L'avv. Besostri: "Prima parziale vittoria"
- "E' una prima parziale vittoria", commenta Besostri, il promotore del ricorso. "C'è solo un problema di tempi per la decisione", aggiunge il legale, che avrebbe preferito "che il quesito fosse sottoposto alla Corte di Giustizia della Ue". Ma secondo lui "l'esito è certo anche per i precedenti del Tribunale Costituzionale Federale tedesco. Le norme costituzionali sul diritto di voto sono uguali nella Costituzione tedesca (art. 38 GG) e italiana (art. 48 Cost.) e la giurisprudenza costituzionale tedesca in materia elettorale è un riferimento anche per la Consulta, che ne ha fatto uso nella sentenza sul Porcellum. Gli italiani sono ora più liberi di votare per le liste di gradimento, senza paura di sprecare il voto". "Ora - conclude l'avvocato - si attende la decisione del Tribunale di Cagliari, che affronti anche le altre questioni delle minoranze linguistiche, del riequilibrio di genere e della deroga alla raccolta di firme di presentazione delle liste".
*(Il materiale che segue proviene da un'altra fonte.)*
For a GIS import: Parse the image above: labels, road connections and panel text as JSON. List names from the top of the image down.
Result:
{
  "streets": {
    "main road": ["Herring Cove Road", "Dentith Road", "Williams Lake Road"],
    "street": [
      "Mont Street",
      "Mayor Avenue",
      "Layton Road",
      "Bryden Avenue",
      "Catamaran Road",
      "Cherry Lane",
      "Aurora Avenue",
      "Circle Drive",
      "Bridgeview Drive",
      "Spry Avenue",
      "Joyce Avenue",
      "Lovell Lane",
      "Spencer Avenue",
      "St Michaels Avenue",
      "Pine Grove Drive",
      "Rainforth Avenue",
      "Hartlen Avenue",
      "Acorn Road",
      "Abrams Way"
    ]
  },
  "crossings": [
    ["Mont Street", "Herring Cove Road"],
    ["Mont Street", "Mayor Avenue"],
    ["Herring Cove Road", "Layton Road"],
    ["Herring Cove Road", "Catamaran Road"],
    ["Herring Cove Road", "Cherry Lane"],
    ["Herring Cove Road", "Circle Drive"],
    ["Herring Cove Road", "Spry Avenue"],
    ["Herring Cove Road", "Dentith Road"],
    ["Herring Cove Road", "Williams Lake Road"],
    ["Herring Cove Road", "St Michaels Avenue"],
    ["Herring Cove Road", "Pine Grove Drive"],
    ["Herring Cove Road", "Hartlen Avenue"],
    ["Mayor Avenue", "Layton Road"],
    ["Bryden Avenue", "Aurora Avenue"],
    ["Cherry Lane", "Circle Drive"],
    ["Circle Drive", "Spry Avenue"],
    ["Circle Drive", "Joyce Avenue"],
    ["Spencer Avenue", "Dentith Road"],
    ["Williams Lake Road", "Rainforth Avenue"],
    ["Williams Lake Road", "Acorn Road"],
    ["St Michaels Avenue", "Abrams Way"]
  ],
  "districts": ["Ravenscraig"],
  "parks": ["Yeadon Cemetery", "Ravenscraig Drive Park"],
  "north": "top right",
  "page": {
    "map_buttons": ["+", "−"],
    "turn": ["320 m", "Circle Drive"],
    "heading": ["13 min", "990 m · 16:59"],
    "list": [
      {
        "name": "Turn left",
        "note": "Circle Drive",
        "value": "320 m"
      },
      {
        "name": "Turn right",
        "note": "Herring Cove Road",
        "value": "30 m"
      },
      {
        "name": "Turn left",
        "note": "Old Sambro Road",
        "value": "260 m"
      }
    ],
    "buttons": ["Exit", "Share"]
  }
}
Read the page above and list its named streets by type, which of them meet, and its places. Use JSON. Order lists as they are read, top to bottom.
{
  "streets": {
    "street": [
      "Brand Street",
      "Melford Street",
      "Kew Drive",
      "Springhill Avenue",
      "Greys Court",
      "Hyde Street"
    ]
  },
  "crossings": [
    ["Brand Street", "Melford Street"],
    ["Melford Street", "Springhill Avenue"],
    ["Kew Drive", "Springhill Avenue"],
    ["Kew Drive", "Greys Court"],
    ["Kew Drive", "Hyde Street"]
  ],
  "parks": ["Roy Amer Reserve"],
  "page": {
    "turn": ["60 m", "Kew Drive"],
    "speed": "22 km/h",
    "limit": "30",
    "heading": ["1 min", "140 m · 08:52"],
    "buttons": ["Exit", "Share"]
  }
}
Le reazioni - “L’Idv è soddisfatta di questa decisione perché al Parlamento europeo è necessario che ci siano i rappresentanti degli italiani proporzionalmente agli stessi e non con delle quote di sbarramento impossibili da superare, se non da parte di qualche partito, impedendo alla cittadinanza di essere rappresentata”, ha commentato Antonio Di Pietro. "Questa è un'ottima notizia”, dice Paolo Ferrero del Prc. "Lo sbarramento al 4 per cento - sostiene – è anticostituzionale e antidemocratico e venne inventato da Veltroni e Berlusconi solo per penalizzare la sinistra”. Soddisfatto anche Pino Pisicchio, presidente del gruppo Misto alla Camera e vicepresidente di Centro Democratico: “Prendiamo atto con soddisfazione del fatto che i nostri argomenti, contestati dai partiti più grandi, non sono ritenuti infondati dal punto di vista del diritto. Attendiamo le valutazioni della Consulta”. "Riteniamo che il governo e le forze di maggioranza debbano seriamente valutare se esistono margini per intervenire con un provvedimento d'urgenza, proprio per 'mettere in sicurezza' una legge che rischia concretamente di essere dichiarata incostituzionale poche settimane dopo il voto", dice Gianluca Susta, capogruppo di Scelta civica al Senato e capolista di Scelta europea nella circoscrizione Nord Ovest.